Elle s'est dépouillée de sa peau d'âne et a offert sa nudité crue aux yeux du public de la Cérémonie des César. Au-delà de son message de soutien aux intermittent·e·s, le happening subversif de Corinne Masiero aura servi de révélateur aux fléaux qui gangrènent l'industrie (et par extension la société).
Attaquée sur ce corps politique, la comédienne a adressé un réjouissant pied de nez (pour ne pas dire un gros "fuck") aux sexistes, aux partisans du jeunisme, aux réacs sclérosés qui font tant de mal aux femmes. Un message (dé)culotté qui entrait en résonnance avec la sortie rageuse d'Adèle Haenel lors de la précédente édition des César. Ca bouge (enfin) ?

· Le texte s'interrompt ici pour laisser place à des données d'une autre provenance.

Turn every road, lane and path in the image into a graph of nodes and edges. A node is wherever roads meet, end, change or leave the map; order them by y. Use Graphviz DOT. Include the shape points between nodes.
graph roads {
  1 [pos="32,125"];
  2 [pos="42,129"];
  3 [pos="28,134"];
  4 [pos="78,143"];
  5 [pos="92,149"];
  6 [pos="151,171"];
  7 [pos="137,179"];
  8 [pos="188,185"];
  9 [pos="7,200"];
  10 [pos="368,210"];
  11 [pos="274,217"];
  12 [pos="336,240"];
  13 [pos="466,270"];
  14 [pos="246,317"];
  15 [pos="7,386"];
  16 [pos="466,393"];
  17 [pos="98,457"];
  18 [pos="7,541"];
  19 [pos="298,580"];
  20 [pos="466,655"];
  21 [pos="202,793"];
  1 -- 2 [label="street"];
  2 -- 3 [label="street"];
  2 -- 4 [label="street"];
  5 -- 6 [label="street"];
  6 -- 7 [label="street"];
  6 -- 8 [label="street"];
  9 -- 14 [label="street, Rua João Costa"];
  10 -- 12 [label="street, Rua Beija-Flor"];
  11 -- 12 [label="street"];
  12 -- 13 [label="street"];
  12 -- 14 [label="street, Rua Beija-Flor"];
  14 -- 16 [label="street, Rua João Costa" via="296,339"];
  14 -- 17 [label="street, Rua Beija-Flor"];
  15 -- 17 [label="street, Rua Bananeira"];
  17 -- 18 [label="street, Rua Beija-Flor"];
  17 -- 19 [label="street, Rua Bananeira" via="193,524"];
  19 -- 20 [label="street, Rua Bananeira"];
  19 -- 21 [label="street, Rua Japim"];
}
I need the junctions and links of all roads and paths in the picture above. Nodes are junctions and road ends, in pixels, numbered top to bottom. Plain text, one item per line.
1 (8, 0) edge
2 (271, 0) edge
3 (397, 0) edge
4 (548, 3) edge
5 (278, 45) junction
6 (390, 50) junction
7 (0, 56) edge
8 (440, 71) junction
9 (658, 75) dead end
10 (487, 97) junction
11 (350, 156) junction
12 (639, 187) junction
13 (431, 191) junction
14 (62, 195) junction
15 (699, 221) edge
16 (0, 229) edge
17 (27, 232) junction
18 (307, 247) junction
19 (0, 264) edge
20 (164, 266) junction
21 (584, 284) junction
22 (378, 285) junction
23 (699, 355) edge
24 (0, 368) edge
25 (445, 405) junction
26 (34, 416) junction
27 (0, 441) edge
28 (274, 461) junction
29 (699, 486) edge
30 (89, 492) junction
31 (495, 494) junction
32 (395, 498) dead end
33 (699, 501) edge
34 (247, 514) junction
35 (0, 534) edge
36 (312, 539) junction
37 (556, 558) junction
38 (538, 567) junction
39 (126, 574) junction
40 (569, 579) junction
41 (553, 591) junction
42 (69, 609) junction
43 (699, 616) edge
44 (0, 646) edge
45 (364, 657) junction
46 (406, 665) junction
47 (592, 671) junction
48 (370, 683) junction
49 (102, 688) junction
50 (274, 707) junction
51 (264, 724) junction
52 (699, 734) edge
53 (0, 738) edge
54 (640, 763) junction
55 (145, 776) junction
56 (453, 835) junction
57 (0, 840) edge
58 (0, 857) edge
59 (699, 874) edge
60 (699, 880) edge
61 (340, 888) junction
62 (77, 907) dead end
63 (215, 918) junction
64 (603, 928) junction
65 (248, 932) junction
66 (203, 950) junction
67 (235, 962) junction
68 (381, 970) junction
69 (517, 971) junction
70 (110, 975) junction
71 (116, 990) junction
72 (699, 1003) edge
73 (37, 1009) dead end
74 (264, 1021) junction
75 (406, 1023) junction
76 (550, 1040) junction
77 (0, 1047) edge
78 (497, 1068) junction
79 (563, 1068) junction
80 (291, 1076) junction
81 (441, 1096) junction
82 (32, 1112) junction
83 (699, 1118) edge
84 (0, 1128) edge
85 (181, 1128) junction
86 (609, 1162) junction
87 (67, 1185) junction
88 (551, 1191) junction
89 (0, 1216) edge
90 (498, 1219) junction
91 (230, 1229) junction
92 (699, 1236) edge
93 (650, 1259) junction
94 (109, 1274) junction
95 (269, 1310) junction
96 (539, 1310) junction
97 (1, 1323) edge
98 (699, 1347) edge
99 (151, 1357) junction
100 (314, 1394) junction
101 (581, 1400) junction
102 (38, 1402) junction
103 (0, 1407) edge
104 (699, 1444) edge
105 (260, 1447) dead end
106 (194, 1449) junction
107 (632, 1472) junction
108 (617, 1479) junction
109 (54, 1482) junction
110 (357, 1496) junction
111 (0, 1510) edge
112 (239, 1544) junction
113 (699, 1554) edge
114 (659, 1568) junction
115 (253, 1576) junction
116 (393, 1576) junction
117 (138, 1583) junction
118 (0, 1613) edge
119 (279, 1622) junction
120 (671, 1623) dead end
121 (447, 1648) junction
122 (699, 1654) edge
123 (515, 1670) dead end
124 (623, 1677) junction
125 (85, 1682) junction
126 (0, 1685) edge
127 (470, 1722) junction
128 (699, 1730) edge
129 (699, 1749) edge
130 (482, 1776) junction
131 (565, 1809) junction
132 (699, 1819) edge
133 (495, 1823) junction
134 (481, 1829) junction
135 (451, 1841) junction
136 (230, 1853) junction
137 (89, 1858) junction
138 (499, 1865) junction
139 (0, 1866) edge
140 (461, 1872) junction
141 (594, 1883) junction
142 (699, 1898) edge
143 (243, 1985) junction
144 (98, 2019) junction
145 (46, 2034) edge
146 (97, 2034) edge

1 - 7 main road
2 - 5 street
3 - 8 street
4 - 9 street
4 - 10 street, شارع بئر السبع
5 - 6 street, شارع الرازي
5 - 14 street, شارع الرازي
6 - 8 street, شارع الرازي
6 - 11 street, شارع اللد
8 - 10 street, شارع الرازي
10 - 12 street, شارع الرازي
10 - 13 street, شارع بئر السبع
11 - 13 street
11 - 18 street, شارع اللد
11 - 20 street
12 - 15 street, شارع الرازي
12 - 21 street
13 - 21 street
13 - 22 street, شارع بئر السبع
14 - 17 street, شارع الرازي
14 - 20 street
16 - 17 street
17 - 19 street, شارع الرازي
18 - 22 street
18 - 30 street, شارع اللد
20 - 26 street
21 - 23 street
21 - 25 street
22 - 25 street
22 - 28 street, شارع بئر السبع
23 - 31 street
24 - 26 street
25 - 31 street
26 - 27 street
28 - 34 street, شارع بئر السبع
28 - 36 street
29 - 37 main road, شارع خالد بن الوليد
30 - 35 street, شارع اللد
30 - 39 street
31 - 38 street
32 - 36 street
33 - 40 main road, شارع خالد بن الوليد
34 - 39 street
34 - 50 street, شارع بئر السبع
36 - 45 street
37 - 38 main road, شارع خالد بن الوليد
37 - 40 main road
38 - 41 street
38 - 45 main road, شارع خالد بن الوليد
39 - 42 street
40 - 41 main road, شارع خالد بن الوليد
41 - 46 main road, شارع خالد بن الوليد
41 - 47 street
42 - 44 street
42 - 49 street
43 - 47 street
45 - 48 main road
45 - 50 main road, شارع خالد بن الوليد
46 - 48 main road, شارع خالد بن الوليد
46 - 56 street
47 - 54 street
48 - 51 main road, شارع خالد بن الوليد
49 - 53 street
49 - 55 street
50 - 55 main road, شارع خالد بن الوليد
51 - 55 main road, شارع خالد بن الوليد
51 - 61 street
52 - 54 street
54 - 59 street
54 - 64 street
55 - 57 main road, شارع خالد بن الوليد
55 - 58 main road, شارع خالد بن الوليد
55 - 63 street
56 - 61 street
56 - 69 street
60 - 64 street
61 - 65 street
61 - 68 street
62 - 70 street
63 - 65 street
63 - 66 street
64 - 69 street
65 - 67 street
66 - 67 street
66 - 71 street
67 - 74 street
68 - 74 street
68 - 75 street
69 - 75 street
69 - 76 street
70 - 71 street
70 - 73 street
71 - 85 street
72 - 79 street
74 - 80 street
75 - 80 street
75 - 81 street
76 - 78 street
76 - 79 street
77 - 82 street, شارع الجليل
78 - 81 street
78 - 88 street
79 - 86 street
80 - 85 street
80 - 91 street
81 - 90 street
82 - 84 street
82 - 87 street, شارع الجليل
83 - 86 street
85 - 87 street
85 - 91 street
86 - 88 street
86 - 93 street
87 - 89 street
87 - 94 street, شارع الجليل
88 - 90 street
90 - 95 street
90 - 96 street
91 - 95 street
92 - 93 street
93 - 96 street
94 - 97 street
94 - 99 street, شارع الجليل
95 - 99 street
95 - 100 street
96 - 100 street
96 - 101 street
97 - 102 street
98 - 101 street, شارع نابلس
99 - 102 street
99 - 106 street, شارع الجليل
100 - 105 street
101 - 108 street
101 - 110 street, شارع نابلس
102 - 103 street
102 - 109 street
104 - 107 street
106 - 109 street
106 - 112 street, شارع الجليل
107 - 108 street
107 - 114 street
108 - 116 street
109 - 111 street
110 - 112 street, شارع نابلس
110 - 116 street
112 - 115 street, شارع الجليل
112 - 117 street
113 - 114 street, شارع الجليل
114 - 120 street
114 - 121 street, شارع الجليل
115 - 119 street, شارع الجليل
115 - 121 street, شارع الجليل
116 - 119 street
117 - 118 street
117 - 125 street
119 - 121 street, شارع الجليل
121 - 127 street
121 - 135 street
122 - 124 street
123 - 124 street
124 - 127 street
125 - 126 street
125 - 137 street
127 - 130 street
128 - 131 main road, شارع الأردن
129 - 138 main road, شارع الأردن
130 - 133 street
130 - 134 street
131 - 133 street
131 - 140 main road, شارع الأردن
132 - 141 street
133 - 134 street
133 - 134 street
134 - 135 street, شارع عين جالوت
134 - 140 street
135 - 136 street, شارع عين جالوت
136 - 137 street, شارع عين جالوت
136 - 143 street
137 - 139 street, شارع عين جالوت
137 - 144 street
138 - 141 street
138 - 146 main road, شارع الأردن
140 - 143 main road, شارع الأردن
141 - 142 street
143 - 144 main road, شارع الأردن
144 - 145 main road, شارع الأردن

Elle est enfin sortie de son silence et il faut croire qu'elle était attendue. Six ans après l'incroyable succès de son album 25 (album le plus vendu dans le monde en 2015, écoulé à 22 millions d'exemplaires), Adele a fait son grand come-back avec 30, sorti en novembre. Et la diva britannique a pulvérisé tous les records. En quelques semaines, son nouvel opus est devenu le plus vendu de l'année 2021 aux Etats-Unis et dans pas moins de 20 pays du monde. La reine a plié le game.
"Aux grandes femmes, la Patrie reconnaissante". Le 30 novembre, la chanteuse, actrice, militante antiraciste et résistante Joséphine Baker a fait son entrée au Panthéon. Elle devenait ainsi la première femme noire à reposer au coeur de ce temple républicain. Un beau symbole qui est toutefois venu rappeler l'amère réalité de la (non-)parité : sur 80 personnalités demeurant au Panthéon, elles ne sont que six femmes.
Le 12 novembre dernier, le tribunal de Los Angeles a révoqué la tutelle qui maintenait Britney Spears en captivité depuis 13 ans. Une victoire pour la chanteuse qui a enfin pu raconter les abus et les traumatismes après des années d'emprise et de silenciation.
"Tout ce que je veux, c'est posséder mon argent, que ça s'arrête, et que mon petit ami puisse me conduire dans sa voiture", avait-elle confié face à une juge. Aujourd'hui, la popstar, devenue un symbole féministe, peut reprendre la parole, le contrôle de son corps, de son argent et de sa vie. Elle est libre, Brit-Brit.
Le président de la République Emmanuel Macron l'appelle "l'Inquisition", d'autres "le tribunal médiatique". Cette parole qui fâche parce qu'elle dit la violence et l'innommable, ces mots qui accusent, sont pourtant nécessaires, salutaires, libérateurs. Dès janvier et l'onde de choc provoquée par le livre de Camille Kouchner, La Familia grande, un large mouvement s'est mobilisé autour du fléau de la pédocriminalité. Ce puissant #MeTooInceste et les innombrables témoignages de victimes auront mené à la création de la Commission indépendante sur l'inceste et les violences sexuelles faites aux enfants (Ciivise).
De la même façon, le mouvement #DoublePeine aura mis la pression sur le gouvernement afin que des mesures soient enfin prises pour un meilleur accueil des victimes dans les commissariats et gendarmeries. La parole se libère aussi du côté de la sphère politique. Et les pancartes violettes de #NousToutes sont redescendues dans la rue pour marteler le ras-le-bol. En 2021, on aura parlé, écrit, crié, donné de la voix. Et on s'est soutenu·e·s, encore et encore.